In the pursuit to get ahead, it was expected for brokerages to try to get the best from both worlds, A and B Book models. When we understand both types, it is obvious that established market maker brokers have the luxury of trying out different products and accounts. It is very popular to see several account types that include fixed or variable spreads, no commissions, no swaps, zero spread, and various other features only established brokers can offer. Using the STP model, they also offset the risk of profitable traders and attract traders seeking STP conditions. Mixed models manage which traders are the best to just forward to the market and which to trade against. In the case of black swan events, such as the 2015 SNB Swiss Franc rug pull, mixed market makers were exposed to extreme losses. Alpari UK, for example, had to announce insolvency soon after.While automated and fast-paced trading is getting ever popular; copy trading, trader funding, and other services join the mix that your brokerage can also offer. A good share of traders do not care about anything except fast executions and low trading costs. Analyzing the market should answer the question of which broker model to use, or better, what deliveries are giving you the advantage.

Pros and Cons Summary

A starting brokerage business type is likely to be an STP model for most investors. This is a very competitive market yet every broker can provide added value in its way. Let’s summarize what the most important takeaways are:

  • STP or A Book brokerages lean on technology that connects traders with markets. Market makers on the other hand focus on the dealing desk management technology and staff.

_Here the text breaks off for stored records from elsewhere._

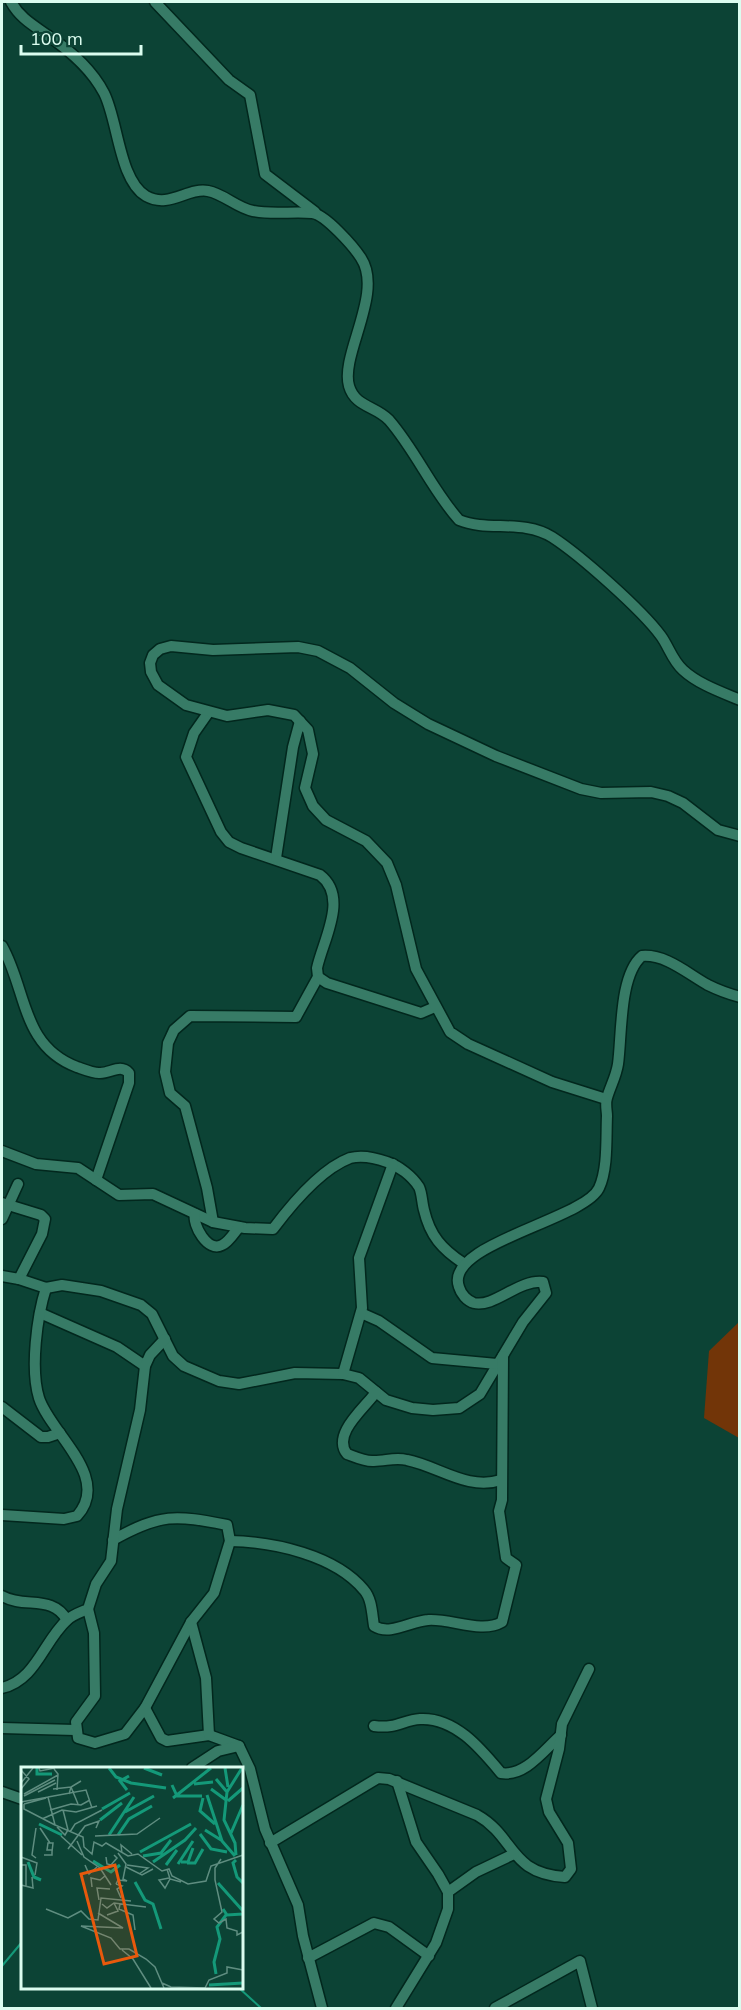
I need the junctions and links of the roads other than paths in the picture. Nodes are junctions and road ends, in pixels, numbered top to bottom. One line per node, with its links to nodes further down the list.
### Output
1 (11, 2): 3 (street)
2 (155, 2): 3 (street)
3 (315, 213): 4 (street)
4 (740, 700)
5 (208, 713): 6 (street); 7 (street); 8 (street)
6 (300, 721): 8 (street); 12 (street)
7 (740, 836)
8 (276, 858): 10 (street)
9 (2, 946): 16 (street)
10 (318, 977): 12 (street); 21 (street)
11 (740, 997): 13 (street)
12 (435, 1007): 13 (street)
13 (606, 1099): 23 (street)
14 (2, 1151): 16 (street)
15 (393, 1164): 22 (street); 23 (street); 28 (street)
16 (96, 1180): 19 (street)
17 (18, 1184): 18 (street)
18 (5, 1205): 20 (street); 25 (street)
19 (195, 1214): 21 (street); 22 (street)
20 (2, 1219)
21 (213, 1222): 22 (street)
22 (239, 1227)
23 (463, 1263): 30 (street)
24 (2, 1276): 25 (street)
25 (19, 1279): 26 (street)
26 (46, 1288): 27 (street); 29 (street)
27 (40, 1313): 32 (street); 36 (street)
28 (361, 1313): 31 (street); 33 (street)
29 (165, 1339): 32 (street); 33 (street)
30 (503, 1353): 31 (street); 37 (street)
31 (497, 1364): 34 (street)
32 (145, 1366): 39 (street)
33 (343, 1374): 34 (street)
34 (376, 1392): 37 (street)
35 (2, 1407): 36 (street)
36 (60, 1433): 38 (street)
37 (501, 1480): 40 (street)
38 (2, 1515)
39 (113, 1540): 40 (street); 42 (street)
40 (230, 1542): 44 (street)
41 (2, 1596): 43 (street)
42 (88, 1609): 43 (street); 50 (street)
43 (67, 1620): 46 (street)
44 (191, 1622): 47 (street); 51 (street)
45 (589, 1669): 52 (street)
46 (2, 1688)
47 (145, 1708): 50 (street); 51 (street)
48 (374, 1726): 52 (street)
49 (2, 1728): 50 (street)
50 (75, 1730)
51 (209, 1735): 53 (street)
52 (561, 1735): 59 (street)
53 (239, 1746): 54 (street); 58 (street)
54 (194, 1767)
55 (397, 1781): 58 (street); 59 (street); 60 (street)
56 (2, 1792): 57 (street)
57 (21, 1799)
58 (270, 1843): 62 (street)
59 (514, 1854): 60 (street)
60 (448, 1892): 61 (street)
61 (429, 1956): 62 (street); 64 (street)
62 (308, 1958): 63 (street)
63 (322, 2008)
64 (396, 2008)
65 (495, 2008): 66 (street)
66 (592, 2008)

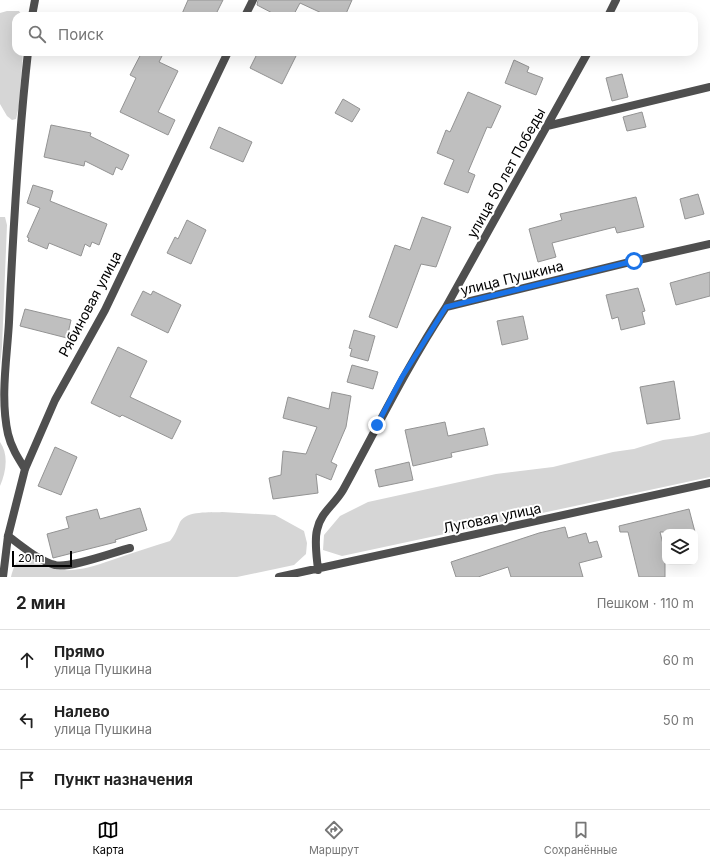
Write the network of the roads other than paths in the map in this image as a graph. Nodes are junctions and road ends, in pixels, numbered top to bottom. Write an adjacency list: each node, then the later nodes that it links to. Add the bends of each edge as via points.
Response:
1 (35, 0): 4 (street)
2 (253, 0): 5 (street)
3 (616, 0): 6 (street)
4 (33, 12)
5 (247, 12)
6 (610, 12)
7 (28, 56): 14 (street, via 14,195 5,393 8,434 14,451)
8 (226, 56): 14 (street, Рябиновая улица, via 105,310 55,400)
9 (586, 56): 11 (street, улица 50 лет Победы)
10 (710, 87): 11 (street)
11 (547, 126): 13 (street, улица 50 лет Победы)
12 (710, 244): 13 (street, улица Пушкина)
13 (446, 307): 18 (street, улица Пушкина, via 402,377 342,492 324,513 316,531)
14 (25, 469): 16 (street, Рябиновая улица)
15 (710, 484): 18 (street, Луговая улица)
16 (8, 536): 17 (street, via 43,560 57,566 70,565); 19 (street, Рябиновая улица)
17 (130, 548)
18 (318, 570): 20 (street, Луговая улица)
19 (3, 577)
20 (279, 577)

  • STP brokers need to have connections to liquidity pools and asset exchanges to provide quality STP trading conditions. Market Makers can utilize their internal liquidity pool.

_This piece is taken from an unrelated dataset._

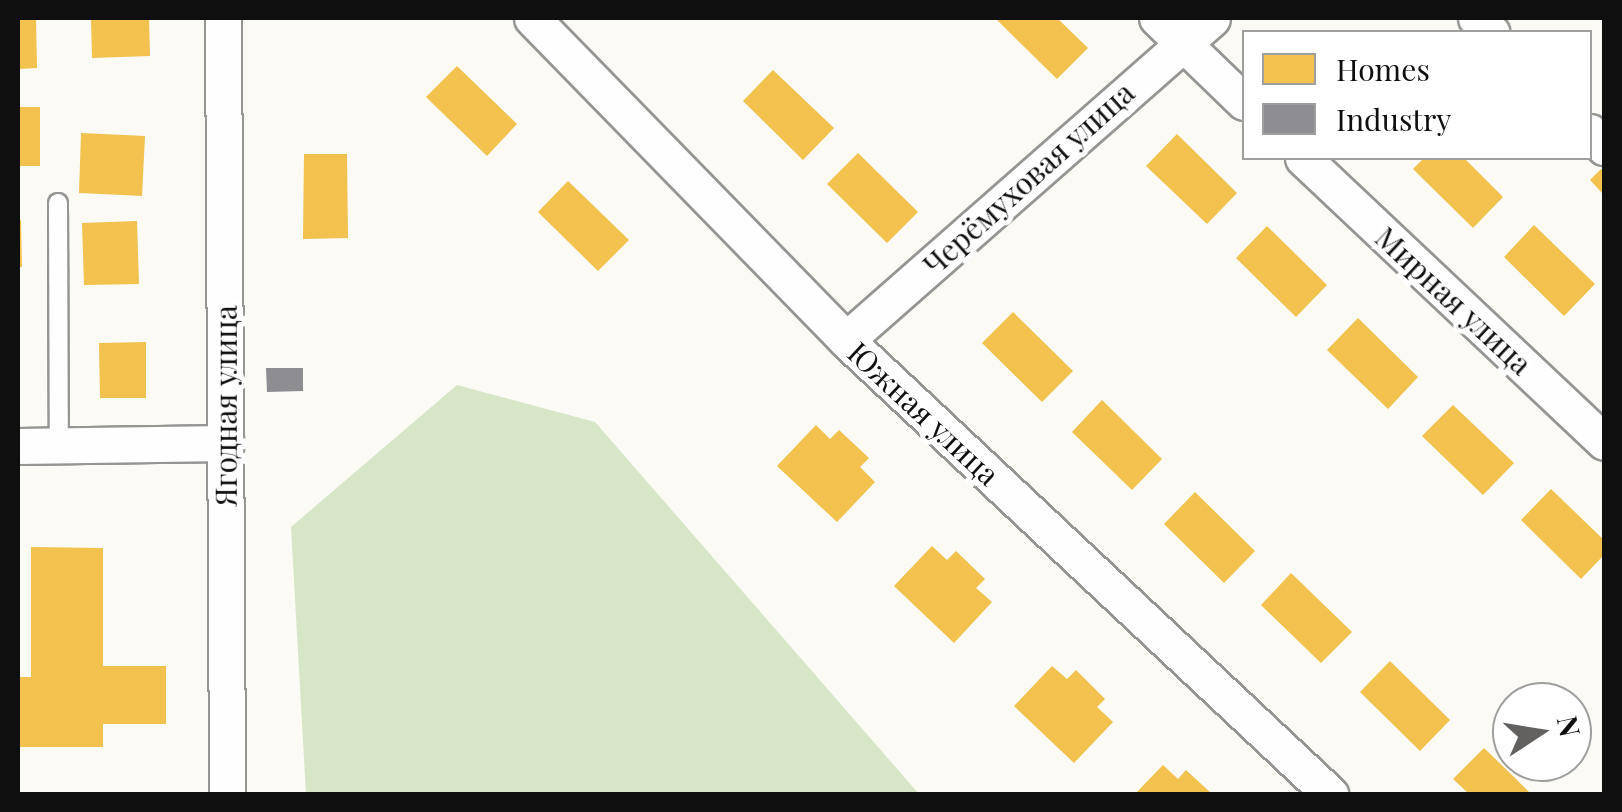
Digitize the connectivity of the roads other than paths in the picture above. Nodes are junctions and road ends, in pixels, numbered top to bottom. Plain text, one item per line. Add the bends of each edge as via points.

  • STP model income depends on commissions and mark-up spreads which can be competitive. Market makers enjoy higher profits but are exposed to market risks and costs.
  • STP brokers can connect to other market maker brokers, however, their trading conditions are typically not attractive.
  • Market makers are less flexible and are under strict regulations while STP brokers can be small offshore companies with greater freedom.
  • The latest trends favour copy trading, robots, and crypto trading, which may be more suitable for flexible STP brokers.